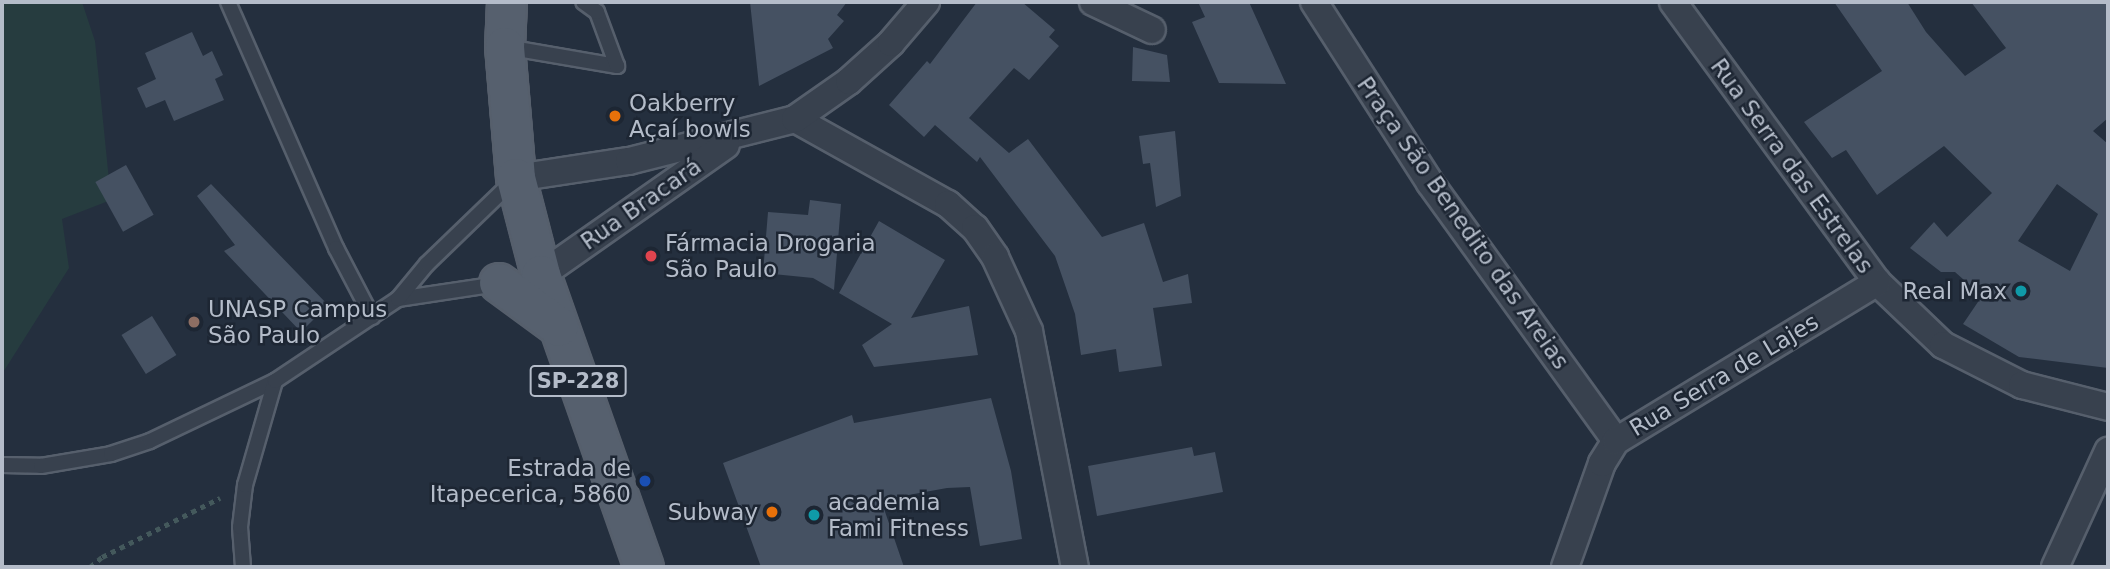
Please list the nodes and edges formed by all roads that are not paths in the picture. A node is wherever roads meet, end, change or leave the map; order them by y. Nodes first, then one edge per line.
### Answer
1 (228, 2) edge
2 (507, 2) edge
3 (583, 2) edge
4 (926, 2) edge
5 (1093, 2) edge
6 (1314, 2) edge
7 (1673, 2) edge
8 (1152, 30) dead end
9 (505, 47) junction
10 (794, 119) junction
11 (742, 135) junction
12 (516, 178) junction
13 (541, 275) junction
14 (1877, 282) junction
15 (499, 283) junction
16 (398, 299) junction
17 (372, 317) junction
18 (559, 327) junction
19 (275, 382) junction
20 (2108, 407) edge
21 (1616, 441) junction
22 (2108, 451) edge
23 (2, 466) edge
24 (243, 567) edge
25 (645, 567) edge
26 (1075, 567) edge
27 (1565, 567) edge
28 (2055, 567) edge

1 - 17 lane
2 - 9 main road, SP-228
3 - 9 lane
4 - 10 street, Rua Bracará
5 - 8 street
6 - 21 street, Praça São Benedito das Areias
7 - 14 street, Rua Serra das Estrelas
9 - 12 main road, SP-228
10 - 11 street, Rua Bracará
10 - 26 street
11 - 12 street, Rua Bracará
11 - 13 street, Rua Bracará
12 - 13 main road, SP-228
12 - 16 lane
13 - 15 lane
13 - 18 main road, SP-228
14 - 20 street, Rua Serra das Estrelas
14 - 21 street, Rua Serra de Lajes
15 - 16 lane
15 - 18 main road
16 - 17 lane
17 - 19 lane
18 - 25 main road, SP-228
19 - 23 lane
19 - 24 lane
21 - 27 street, Rua Serra de Lajes
22 - 28 street

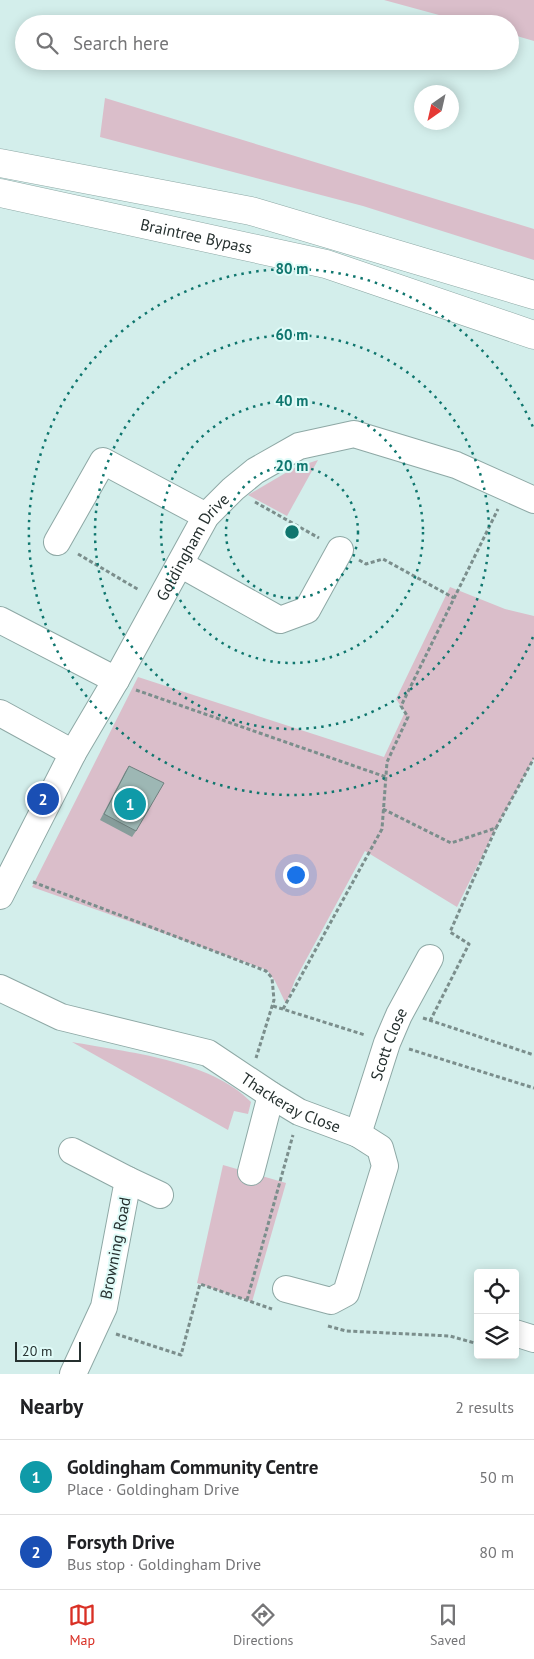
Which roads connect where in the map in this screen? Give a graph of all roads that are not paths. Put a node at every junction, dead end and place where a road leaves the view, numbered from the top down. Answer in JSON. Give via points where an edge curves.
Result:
{"nodes":[{"id":1,"x":0,"y":163,"type":"edge"},
{"id":2,"x":0,"y":193,"type":"edge"},
{"id":3,"x":534,"y":295,"type":"edge"},
{"id":4,"x":534,"y":335,"type":"edge"},
{"id":5,"x":534,"y":500,"type":"edge"},
{"id":6,"x":206,"y":516,"type":"junction"},
{"id":7,"x":57,"y":542,"type":"road end"},
{"id":8,"x":340,"y":550,"type":"dead end"},
{"id":9,"x":180,"y":564,"type":"junction"},
{"id":10,"x":0,"y":620,"type":"edge"},
{"id":11,"x":115,"y":681,"type":"junction"},
{"id":12,"x":0,"y":713,"type":"edge"},
{"id":13,"x":73,"y":752,"type":"junction"},
{"id":14,"x":6,"y":885,"type":"edge"},
{"id":15,"x":430,"y":958,"type":"dead end"},
{"id":16,"x":0,"y":988,"type":"edge"},
{"id":17,"x":271,"y":1095,"type":"junction"},
{"id":18,"x":358,"y":1134,"type":"junction"},
{"id":19,"x":72,"y":1151,"type":"dead end"},
{"id":20,"x":251,"y":1172,"type":"dead end"},
{"id":21,"x":128,"y":1180,"type":"junction"},
{"id":22,"x":160,"y":1195,"type":"dead end"},
{"id":23,"x":282,"y":1300,"type":"road end"},
{"id":24,"x":519,"y":1334,"type":"edge"},
{"id":25,"x":534,"y":1339,"type":"edge"},
{"id":26,"x":73,"y":1374,"type":"edge"}],
"edges":[{"from":1,"to":3,"type":"highway","name":"Braintree Bypass","via":[[251,211]]},
{"from":2,"to":4,"type":"highway","name":"Braintree Bypass","via":[[326,264]]},
{"from":5,"to":6,"type":"street","name":"Goldingham Drive","via":[[456,465],[354,434],[299,446],[255,471]]},
{"from":6,"to":7,"type":"street","via":[[103,460]]},
{"from":6,"to":9,"type":"street","name":"Goldingham Drive"},
{"from":8,"to":9,"type":"street","via":[[307,610],[280,620]]},
{"from":9,"to":11,"type":"street","name":"Goldingham Drive"},
{"from":10,"to":11,"type":"street"},
{"from":11,"to":13,"type":"street","name":"Goldingham Drive"},
{"from":12,"to":13,"type":"street"},
{"from":13,"to":14,"type":"street","name":"Goldingham Drive"},
{"from":15,"to":18,"type":"street","name":"Scott Close","via":[[387,1043]]},
{"from":16,"to":17,"type":"street","name":"Thackeray Close","via":[[61,1018],[208,1053]]},
{"from":17,"to":18,"type":"street","name":"Thackeray Close","via":[[299,1112]]},
{"from":17,"to":20,"type":"street"},
{"from":18,"to":23,"type":"street","name":"Thackeray Close","via":[[380,1148],[385,1166],[346,1293],[331,1301]]},
{"from":19,"to":21,"type":"street","name":"Browning Road"},
{"from":21,"to":22,"type":"street"},
{"from":21,"to":26,"type":"street","name":"Browning Road","via":[[104,1307]]},
{"from":24,"to":25,"type":"street"}]}
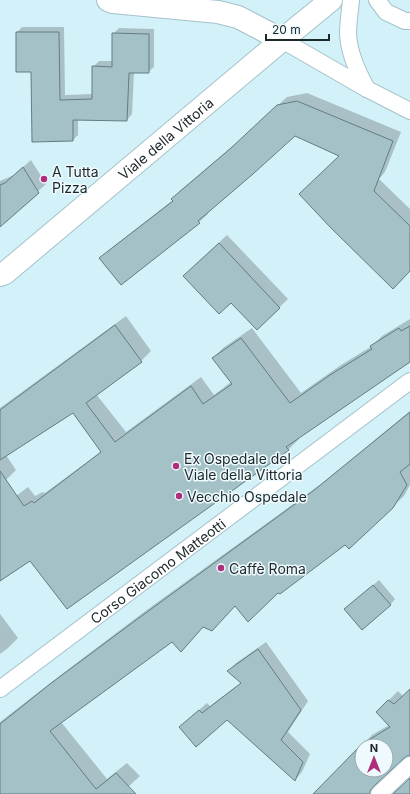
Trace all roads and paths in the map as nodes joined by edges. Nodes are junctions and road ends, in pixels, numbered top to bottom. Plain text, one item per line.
1 (108, 0) edge
2 (331, 0) edge
3 (351, 0) edge
4 (377, 0) edge
5 (410, 21) edge
6 (282, 40) junction
7 (367, 90) junction
8 (410, 111) edge
9 (0, 275) edge
10 (410, 381) edge
11 (0, 689) edge
12 (410, 765) edge
13 (379, 794) edge

1 - 6 main road
2 - 6 main road, Viale della Vittoria
3 - 7 street
4 - 5 street
6 - 7 street
6 - 9 main road, Viale della Vittoria
7 - 8 street
10 - 11 street, Corso Giacomo Matteotti
12 - 13 street

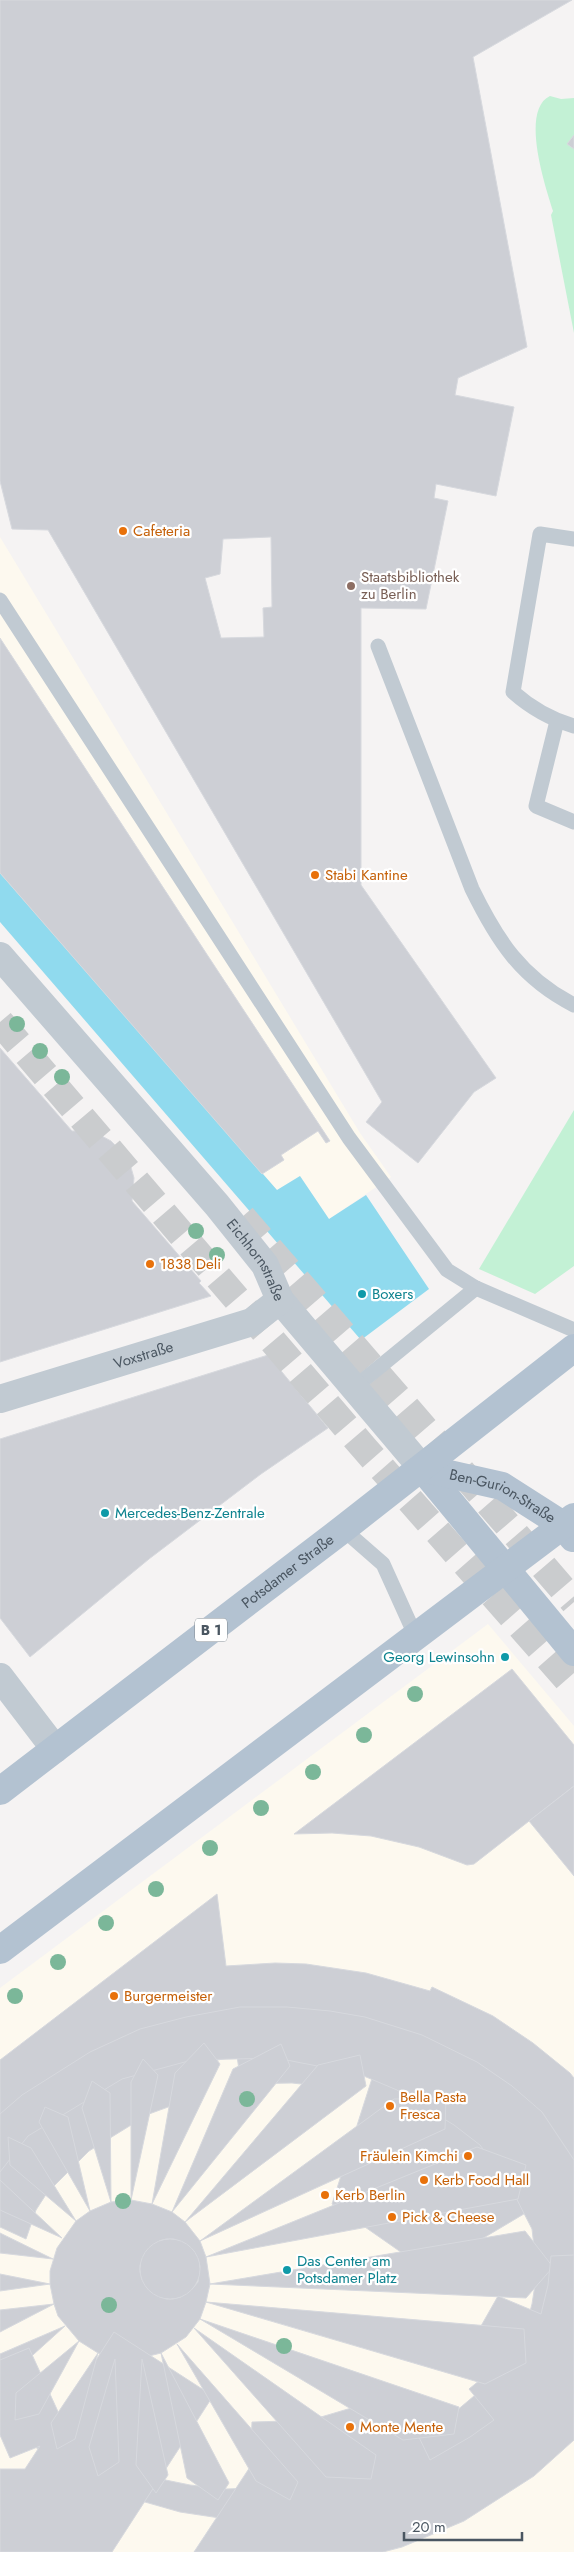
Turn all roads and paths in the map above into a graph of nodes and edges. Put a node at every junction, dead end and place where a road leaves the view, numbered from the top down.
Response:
1 (574, 539) edge
2 (0, 600) edge
3 (378, 646) dead end
4 (557, 721) junction
5 (574, 726) edge
6 (574, 822) edge
7 (0, 956) edge
8 (574, 1005) edge
9 (476, 1288) junction
10 (280, 1300) junction
11 (574, 1330) edge
12 (574, 1348) edge
13 (355, 1387) junction
14 (0, 1399) edge
15 (422, 1468) junction
16 (570, 1527) edge
17 (343, 1529) junction
18 (506, 1569) junction
19 (416, 1636) junction
20 (574, 1652) edge
21 (0, 1676) edge
22 (56, 1749) junction
23 (0, 1791) edge
24 (0, 1950) edge

1 - 4 lane
2 - 9 lane
3 - 8 lane
4 - 5 lane
4 - 6 lane
7 - 10 street, Eichhornstraße
9 - 11 lane
9 - 13 lane
10 - 13 street, Eichhornstraße
10 - 14 street, Voxstraße
12 - 15 main road, Potsdamer Straße / B 1
13 - 15 street, Eichhornstraße
15 - 16 main road, Ben-Gurion-Straße
15 - 17 main road, Potsdamer Straße / B 1
15 - 18 main road, Eichhornstraße
16 - 18 main road
17 - 19 lane
17 - 22 main road, Potsdamer Straße / B 1
18 - 19 main road
18 - 20 main road
19 - 24 main road
21 - 22 street
22 - 23 main road, Potsdamer Straße / B 1

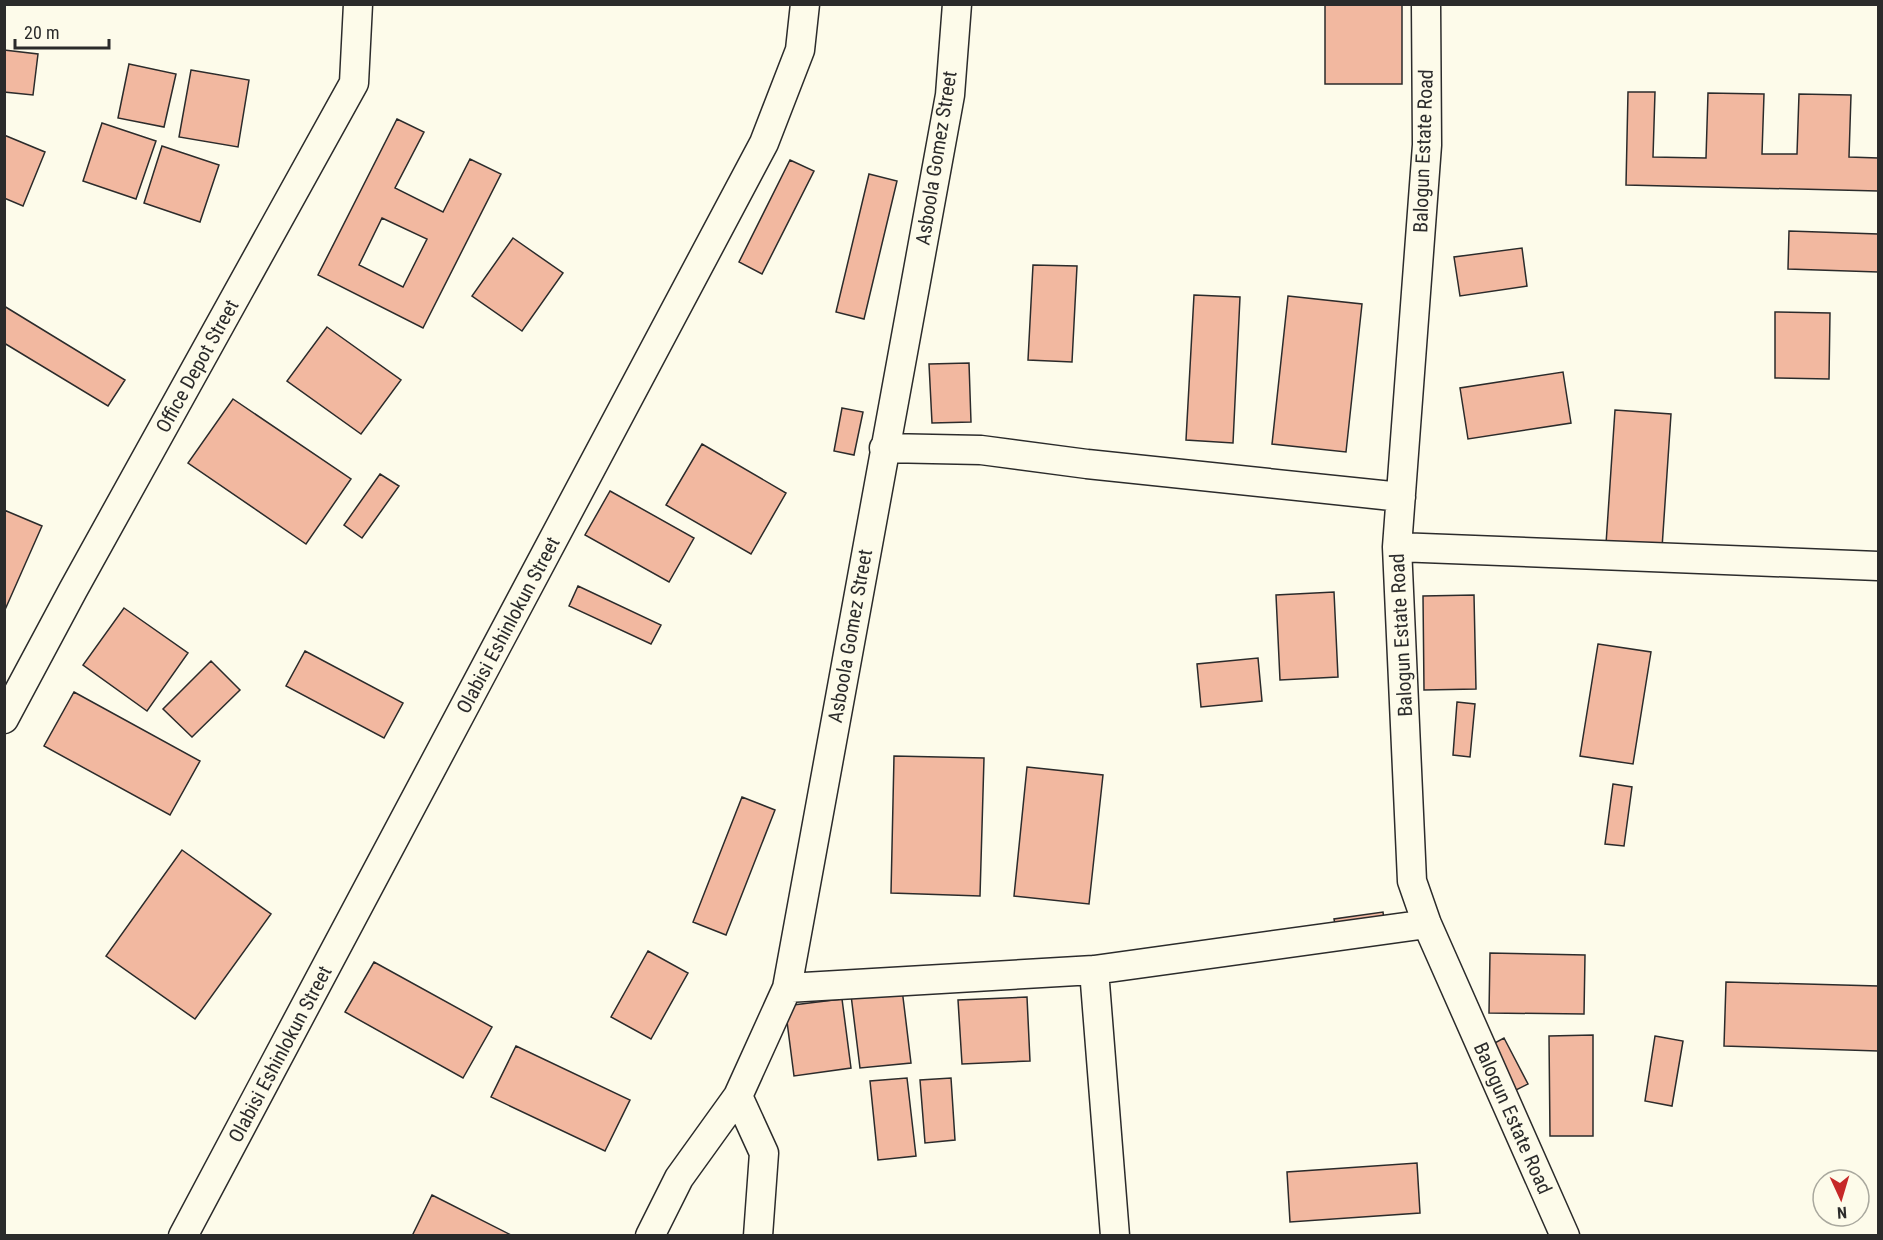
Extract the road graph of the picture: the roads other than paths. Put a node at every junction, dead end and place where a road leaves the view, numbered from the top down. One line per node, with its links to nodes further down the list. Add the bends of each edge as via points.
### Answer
1 (358, 4): 9 (street, Office Depot Street, via 354,83)
2 (805, 4): 14 (street, Olabisi Eshinlokun Street, via 800,50 764,143)
3 (957, 4): 5 (street, Asboola Gomez Street, via 950,95)
4 (1426, 4): 6 (street, Balogun Estate Road, via 1427,145)
5 (884, 448): 6 (street, via 981,450); 12 (street, Asboola Gomez Street)
6 (1401, 497): 7 (street, Balogun Estate Road)
7 (1396, 547): 8 (street); 10 (street, Balogun Estate Road, via 1412,881)
8 (1878, 566)
9 (4, 718)
10 (1426, 924): 11 (street); 18 (street, Balogun Estate Road)
11 (1094, 970): 12 (street); 17 (street)
12 (787, 988): 13 (street, Asboola Gomez Street)
13 (738, 1096): 15 (street, Asboola Gomez Street, via 679,1178); 16 (street, via 764,1153)
14 (183, 1236)
15 (650, 1236)
16 (758, 1236)
17 (1115, 1236)
18 (1565, 1236)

◇ ◇ ◇ ◇ ◇

■ **Action item**
The lines of the records that contain the string "leaves" should be located and copied.

■ **Result of the task**
Which roads connect where in the map in this screen? Give a graph of all roads that are not paths. Put a node at every junction, dead end and place where a road leaves the view, numbered from the top down. Answer in JSON. Give via points where an edge curves.
Turn all roads and paths in the map above into a graph of nodes and edges. Put a node at every junction, dead end and place where a road leaves the view, numbered from the top down.
Extract the road graph of the picture: the roads other than paths. Put a node at every junction, dead end and place where a road leaves the view, numbered from the top down. One line per node, with its links to nodes further down the list. Add the bends of each edge as via points.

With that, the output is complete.